##### Data to examine
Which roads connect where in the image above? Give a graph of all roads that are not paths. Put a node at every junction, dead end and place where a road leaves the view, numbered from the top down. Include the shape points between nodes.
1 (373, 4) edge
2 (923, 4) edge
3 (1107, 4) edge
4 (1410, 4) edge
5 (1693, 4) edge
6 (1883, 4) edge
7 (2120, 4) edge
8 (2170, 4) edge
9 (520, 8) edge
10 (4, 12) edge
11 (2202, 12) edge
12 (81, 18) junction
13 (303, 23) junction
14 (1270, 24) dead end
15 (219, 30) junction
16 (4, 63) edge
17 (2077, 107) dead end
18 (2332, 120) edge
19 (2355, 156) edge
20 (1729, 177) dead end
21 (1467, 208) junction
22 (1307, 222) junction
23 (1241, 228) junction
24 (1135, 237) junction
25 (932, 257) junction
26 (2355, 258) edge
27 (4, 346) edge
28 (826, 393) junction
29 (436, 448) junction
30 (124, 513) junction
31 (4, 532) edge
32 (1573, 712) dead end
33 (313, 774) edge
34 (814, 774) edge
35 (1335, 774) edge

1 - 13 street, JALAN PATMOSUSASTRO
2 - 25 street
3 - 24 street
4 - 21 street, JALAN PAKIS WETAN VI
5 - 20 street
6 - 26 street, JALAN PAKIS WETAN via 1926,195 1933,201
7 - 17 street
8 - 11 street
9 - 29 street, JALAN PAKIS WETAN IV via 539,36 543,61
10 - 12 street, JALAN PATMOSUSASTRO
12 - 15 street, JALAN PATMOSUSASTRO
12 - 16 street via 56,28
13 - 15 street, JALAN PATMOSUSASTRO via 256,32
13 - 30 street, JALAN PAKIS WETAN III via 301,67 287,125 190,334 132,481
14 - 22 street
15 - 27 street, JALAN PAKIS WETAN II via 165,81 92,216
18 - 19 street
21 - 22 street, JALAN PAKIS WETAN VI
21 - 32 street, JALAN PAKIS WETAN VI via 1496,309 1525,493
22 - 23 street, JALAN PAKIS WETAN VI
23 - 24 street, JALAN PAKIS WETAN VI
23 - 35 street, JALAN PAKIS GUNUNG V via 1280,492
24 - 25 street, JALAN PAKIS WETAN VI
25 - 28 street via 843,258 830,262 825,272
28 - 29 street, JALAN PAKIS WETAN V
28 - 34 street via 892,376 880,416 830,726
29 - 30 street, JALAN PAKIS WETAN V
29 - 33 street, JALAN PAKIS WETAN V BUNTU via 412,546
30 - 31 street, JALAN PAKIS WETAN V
##########
Problem details | Using the data above, report how many lines include the string "PATMOSUSASTRO" and add nothing to the number.

Task response | 4